• Exercise instructions:
Collect the lines of the entries where "peshangakan" shows up.

---

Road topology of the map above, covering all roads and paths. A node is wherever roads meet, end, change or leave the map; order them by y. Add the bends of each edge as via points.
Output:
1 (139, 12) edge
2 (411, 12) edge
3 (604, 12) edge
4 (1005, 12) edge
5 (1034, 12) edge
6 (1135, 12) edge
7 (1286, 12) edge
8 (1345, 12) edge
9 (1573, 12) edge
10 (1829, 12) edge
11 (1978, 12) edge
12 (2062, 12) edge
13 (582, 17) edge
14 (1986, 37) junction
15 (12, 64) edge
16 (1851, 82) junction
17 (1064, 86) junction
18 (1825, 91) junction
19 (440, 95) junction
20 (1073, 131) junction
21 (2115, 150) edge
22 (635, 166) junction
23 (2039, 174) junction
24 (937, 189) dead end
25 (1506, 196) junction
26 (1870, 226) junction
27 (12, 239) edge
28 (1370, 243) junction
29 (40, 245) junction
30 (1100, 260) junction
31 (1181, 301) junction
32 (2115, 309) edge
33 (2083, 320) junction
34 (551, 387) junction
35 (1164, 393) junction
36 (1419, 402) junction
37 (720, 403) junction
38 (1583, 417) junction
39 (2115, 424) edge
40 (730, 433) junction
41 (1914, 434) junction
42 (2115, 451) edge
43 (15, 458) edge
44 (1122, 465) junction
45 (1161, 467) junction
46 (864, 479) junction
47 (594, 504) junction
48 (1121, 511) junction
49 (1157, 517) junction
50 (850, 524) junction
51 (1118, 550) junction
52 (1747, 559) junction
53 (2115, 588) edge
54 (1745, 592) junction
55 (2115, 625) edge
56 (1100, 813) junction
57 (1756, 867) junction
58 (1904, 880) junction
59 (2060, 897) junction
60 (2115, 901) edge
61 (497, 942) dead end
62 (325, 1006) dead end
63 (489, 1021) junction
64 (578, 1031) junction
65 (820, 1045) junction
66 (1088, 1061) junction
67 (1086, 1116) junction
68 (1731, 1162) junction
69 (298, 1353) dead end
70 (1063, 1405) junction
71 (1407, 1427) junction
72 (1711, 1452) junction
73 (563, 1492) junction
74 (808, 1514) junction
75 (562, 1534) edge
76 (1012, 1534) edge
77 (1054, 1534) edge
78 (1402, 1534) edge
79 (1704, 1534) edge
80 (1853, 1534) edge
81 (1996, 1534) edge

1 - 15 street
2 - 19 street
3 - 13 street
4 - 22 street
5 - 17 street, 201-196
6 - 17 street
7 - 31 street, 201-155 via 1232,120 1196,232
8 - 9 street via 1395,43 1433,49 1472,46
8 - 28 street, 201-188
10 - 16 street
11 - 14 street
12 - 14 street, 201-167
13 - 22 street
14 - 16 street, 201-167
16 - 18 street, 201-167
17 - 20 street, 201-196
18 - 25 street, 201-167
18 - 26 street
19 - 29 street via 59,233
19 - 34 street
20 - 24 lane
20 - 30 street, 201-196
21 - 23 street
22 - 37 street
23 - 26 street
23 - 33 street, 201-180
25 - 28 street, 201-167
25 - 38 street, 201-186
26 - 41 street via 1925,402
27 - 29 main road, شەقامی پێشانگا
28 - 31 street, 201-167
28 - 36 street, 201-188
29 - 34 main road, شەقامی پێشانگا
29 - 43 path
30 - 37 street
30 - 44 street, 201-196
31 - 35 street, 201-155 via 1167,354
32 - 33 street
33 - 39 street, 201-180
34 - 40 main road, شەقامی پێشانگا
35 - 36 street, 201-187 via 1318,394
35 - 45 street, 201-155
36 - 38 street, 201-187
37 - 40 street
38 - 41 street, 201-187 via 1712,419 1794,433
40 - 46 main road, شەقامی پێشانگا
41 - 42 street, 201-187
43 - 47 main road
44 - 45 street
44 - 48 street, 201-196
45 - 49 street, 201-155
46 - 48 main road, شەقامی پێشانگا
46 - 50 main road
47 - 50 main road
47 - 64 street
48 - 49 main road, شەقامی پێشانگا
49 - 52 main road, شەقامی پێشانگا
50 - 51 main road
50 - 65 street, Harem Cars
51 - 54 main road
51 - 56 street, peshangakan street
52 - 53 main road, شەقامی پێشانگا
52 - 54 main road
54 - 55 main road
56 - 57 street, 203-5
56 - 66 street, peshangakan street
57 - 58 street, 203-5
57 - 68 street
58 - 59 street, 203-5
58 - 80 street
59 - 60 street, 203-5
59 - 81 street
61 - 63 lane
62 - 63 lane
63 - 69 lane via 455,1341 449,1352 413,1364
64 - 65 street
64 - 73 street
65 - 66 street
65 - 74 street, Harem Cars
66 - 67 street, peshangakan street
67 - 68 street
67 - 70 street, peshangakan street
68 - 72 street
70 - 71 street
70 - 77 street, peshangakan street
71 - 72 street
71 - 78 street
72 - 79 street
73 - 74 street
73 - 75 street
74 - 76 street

---

• Response:
51 - 56 street, peshangakan street
56 - 66 street, peshangakan street
66 - 67 street, peshangakan street
67 - 70 street, peshangakan street
70 - 77 street, peshangakan street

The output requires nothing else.